Because Case is the lawful beneficiary of the TD Ameritrade Roth IRA proceeds, he satisfies the first element of his conversion claim as to this property. See Ohio Rev. Code § 3105.171(A)(3)(a)(i) (“‘Marital property' means . . . all of the following: . . . the retirement benefits of the spouses . . . that was acquired by either or both of the spouses during the marriage. . . .”).

For purposes of the second element, Stewart admits that she exercised dominion over the proceeds of the TD Ameritrade Roth IRA for purposes of the second element. Stewart testified: “Q. And then with the 24,000 and some? A. Oh, I divvied that up to everybody as well.... Q. The 24,000, when did you disburse that? A. I actually had it -- I had the TD Ameritrade accountant send checks out to everyone.” (Stewart Dep. 110:15-17, 111:2-6; Doc. 71-6 at PAGEID 948-49). In a post-deposition affidavit attached to her response to Case's motion, Stewart attempts to clarify the details of these disbursements-in particular, to show that she never received more than $6,146.93 from TD Ameritrade:

4. After my sister's death, TD Ameritrade split the proceeds of the Roth IRA between myself and my siblings.
5. On July 6, 2022, I received a distribution of $6,146.93 from TD Ameritrade.
6. On that same day, TD Ameritrade directly disbursed the remaining proceeds to my siblings, Luann Schirmer, Bernard W. Roeckers Jr., and Lynn P Davidson, in equal amounts of $6,146.91.
(Stewart Aff., Doc. 75-1 at PAGEID 3012, ¶¶ 4-6).

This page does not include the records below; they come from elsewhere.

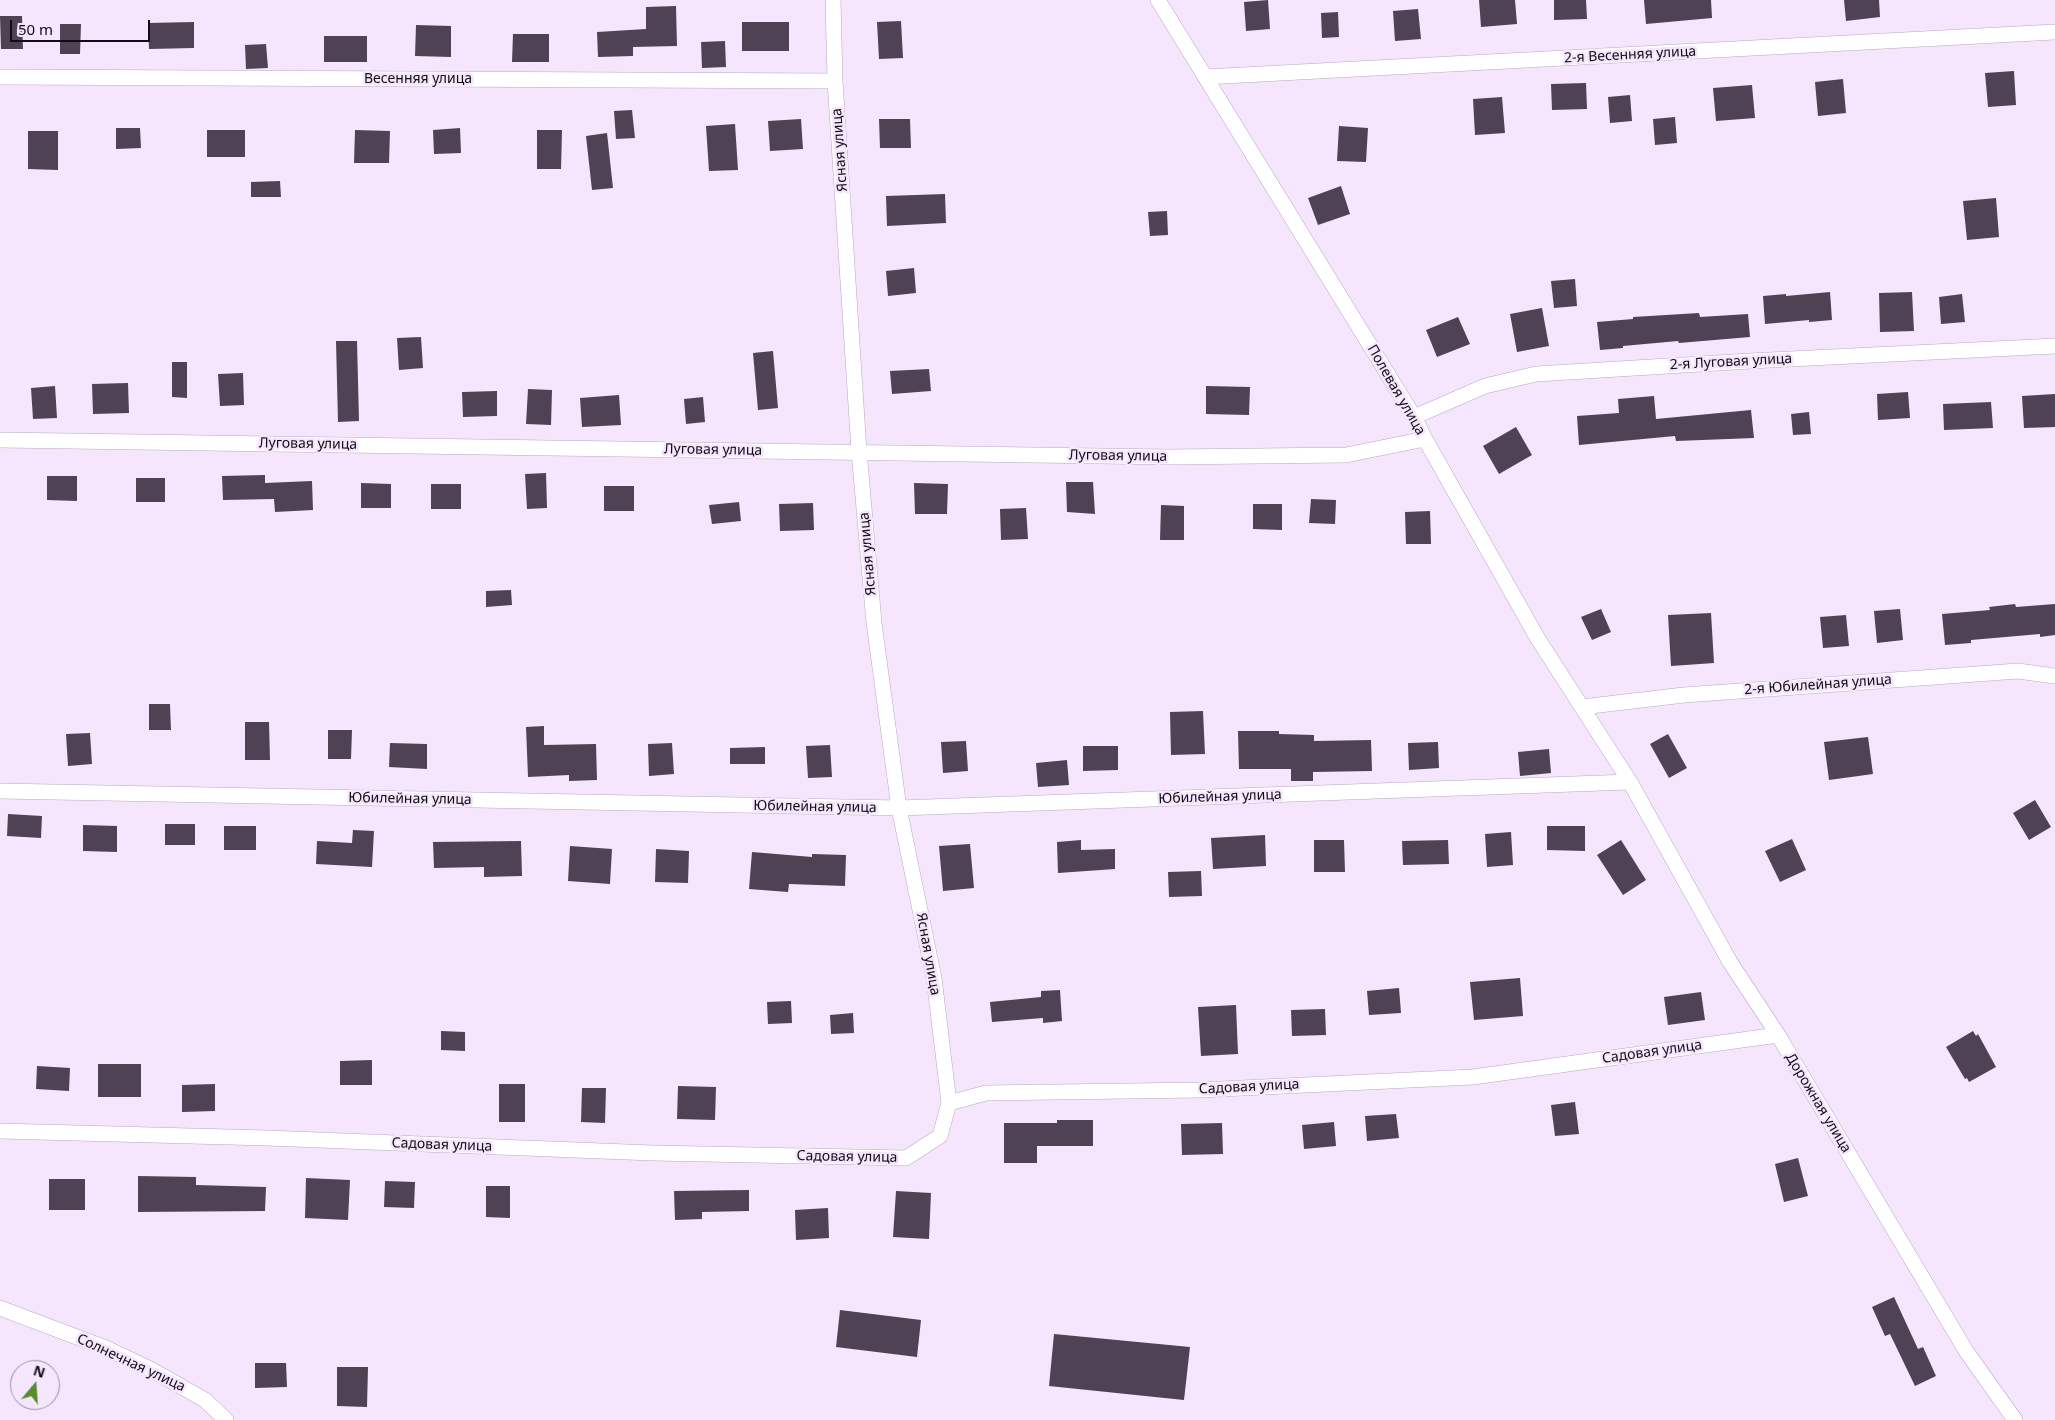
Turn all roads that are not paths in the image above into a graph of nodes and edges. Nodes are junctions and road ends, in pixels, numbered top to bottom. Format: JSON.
{"nodes":[{"id":1,"x":833,"y":0,"type":"edge"},
{"id":2,"x":1158,"y":0,"type":"edge"},
{"id":3,"x":2055,"y":32,"type":"edge"},
{"id":4,"x":0,"y":77,"type":"edge"},
{"id":5,"x":1205,"y":77,"type":"junction"},
{"id":6,"x":835,"y":81,"type":"junction"},
{"id":7,"x":2055,"y":346,"type":"edge"},
{"id":8,"x":1414,"y":416,"type":"junction"},
{"id":9,"x":1425,"y":439,"type":"junction"},
{"id":10,"x":0,"y":440,"type":"edge"},
{"id":11,"x":859,"y":451,"type":"junction"},
{"id":12,"x":2055,"y":676,"type":"edge"},
{"id":13,"x":1582,"y":707,"type":"junction"},
{"id":14,"x":1630,"y":782,"type":"junction"},
{"id":15,"x":0,"y":790,"type":"edge"},
{"id":16,"x":899,"y":808,"type":"junction"},
{"id":17,"x":1778,"y":1035,"type":"junction"},
{"id":18,"x":949,"y":1103,"type":"junction"},
{"id":19,"x":0,"y":1131,"type":"edge"},
{"id":20,"x":0,"y":1308,"type":"edge"},
{"id":21,"x":226,"y":1420,"type":"edge"},
{"id":22,"x":2015,"y":1420,"type":"edge"}],
"edges":[{"from":1,"to":6,"type":"street","name":"Ясная улица"},
{"from":2,"to":5,"type":"street","name":"Полевая улица"},
{"from":3,"to":5,"type":"street","name":"2-я Весенняя улица"},
{"from":4,"to":6,"type":"street","name":"Весенняя улица"},
{"from":5,"to":8,"type":"street","name":"Полевая улица"},
{"from":6,"to":11,"type":"street","name":"Ясная улица"},
{"from":7,"to":8,"type":"street","name":"2-я Луговая улица"},
{"from":8,"to":9,"type":"street","name":"Полевая улица"},
{"from":9,"to":11,"type":"street","name":"Луговая улица"},
{"from":9,"to":13,"type":"street","name":"Полевая улица"},
{"from":10,"to":11,"type":"street","name":"Луговая улица"},
{"from":11,"to":16,"type":"street","name":"Ясная улица"},
{"from":12,"to":13,"type":"street","name":"2-я Юбилейная улица"},
{"from":13,"to":14,"type":"street","name":"Полевая улица"},
{"from":14,"to":16,"type":"street","name":"Юбилейная улица"},
{"from":14,"to":17,"type":"street","name":"Дорожная улица"},
{"from":15,"to":16,"type":"street","name":"Юбилейная улица"},
{"from":16,"to":18,"type":"street","name":"Ясная улица"},
{"from":17,"to":18,"type":"street","name":"Садовая улица"},
{"from":17,"to":22,"type":"street","name":"Дорожная улица"},
{"from":18,"to":19,"type":"street","name":"Садовая улица"},
{"from":20,"to":21,"type":"street","name":"Солнечная улица"}]}
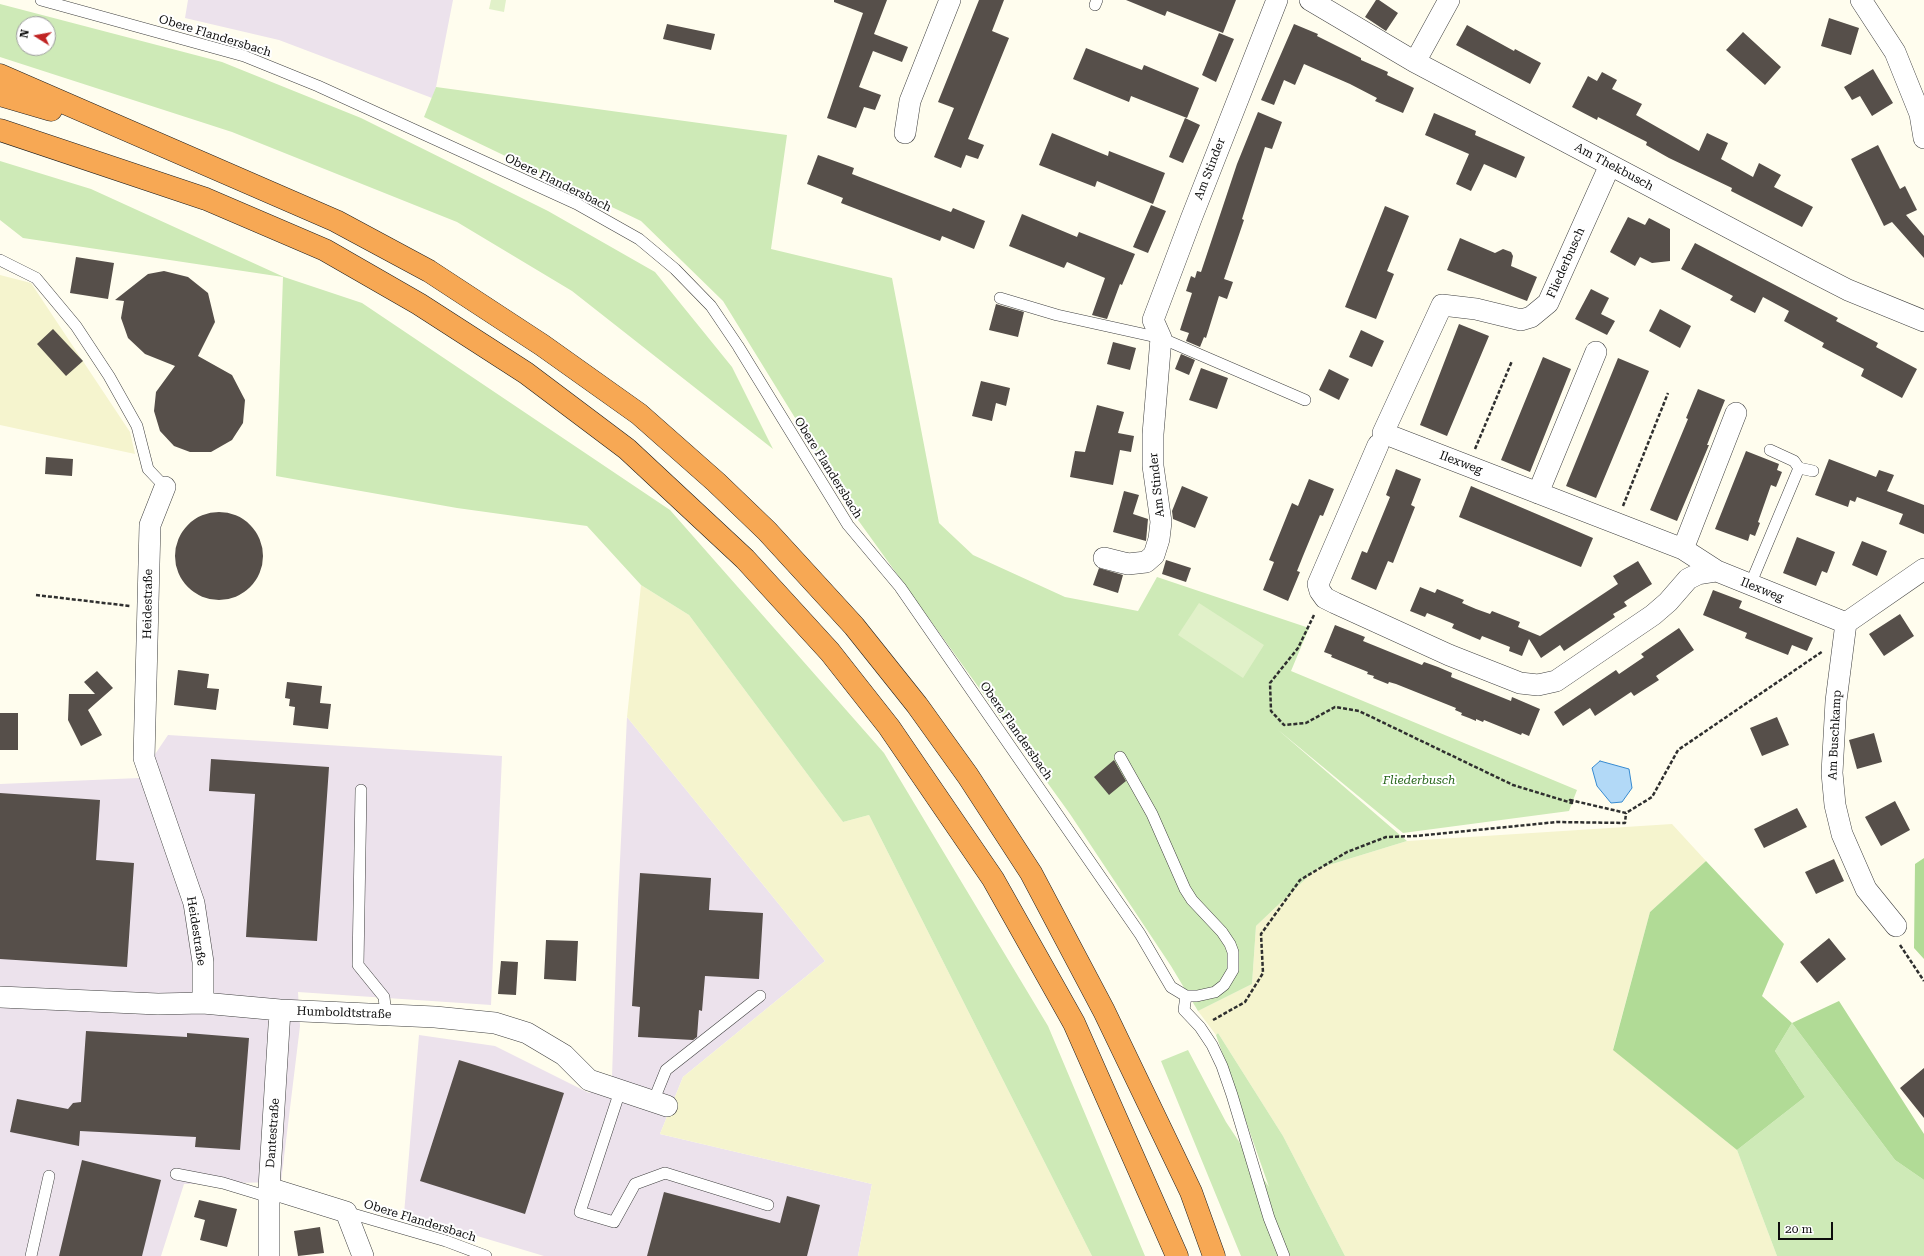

As to the damages element, Stewart argues that TD Ameritrade disbursed to her only her one fourth share of the Roth IRA proceeds-her other siblings receiving equal shares. Case argues that the full amount of the proceeds initially came to her-established by the fact that the TD Ameritrade beneficiary designation form lists only Stewart. (See Doc. 71-3 at PAGEID 80709).Case also notes that the correspondence from TD Ameritrade attached to Stewart's post-deposition affidavit regarding the disbursements of the Roth IRA proceeds to her siblings states: “A disbursement or internal transfer of cash . . . from your account ending in 2218 was recently completed.” (Doc. 75-1 at PAGEID 3014 (emphasis added)). Case notes that the decedent's account ended in 5352 (see Doc. 71-3 at PAGEID 807), which demonstrates that the decedent's TD Ameritrade Roth IRA account funds had already been transferred to an account owned by Stewart before these subsequent disbursements were made. Finally, Case cites Stewart's deposition testimony (Stewart Dep. 110:16-17, Doc. 71-6 at PAGEID 948 (“Oh, I divvied [the 24,000 and some] up to everybody as well.”)) and testimony from Ms. Davidson and Ms. Schirmer consistent with this conclusion. (See Davidson Dep. 17:18-24, Doc. 71-4 at PAGEID 1403 (“Q. I understand that there -- you received approximately $6,000 as a result of a TD Ameritrade IRA account that Leslie had. Is that correct? A. Correct. Q. And who provided that to you? A. Lori.”); Schirmer Dep. 78:15-25, Doc. 71-15 at PAGEID 1507 (Do you know the status of [the TD Ameritrade Roth IRA account] right now? A. I don't, but -- I don't. Q. Would you be surprised to learn that Lori has received it? A. No . . . because there was one that we divided up....[W]e all got about $6,000.”)).

Stewart challenges the authenticity of this document, but it is notarized and therefore self-authenticating. See Fed.R.Evid. 902(8); Ingels, 2022 WL 17252210, at *1.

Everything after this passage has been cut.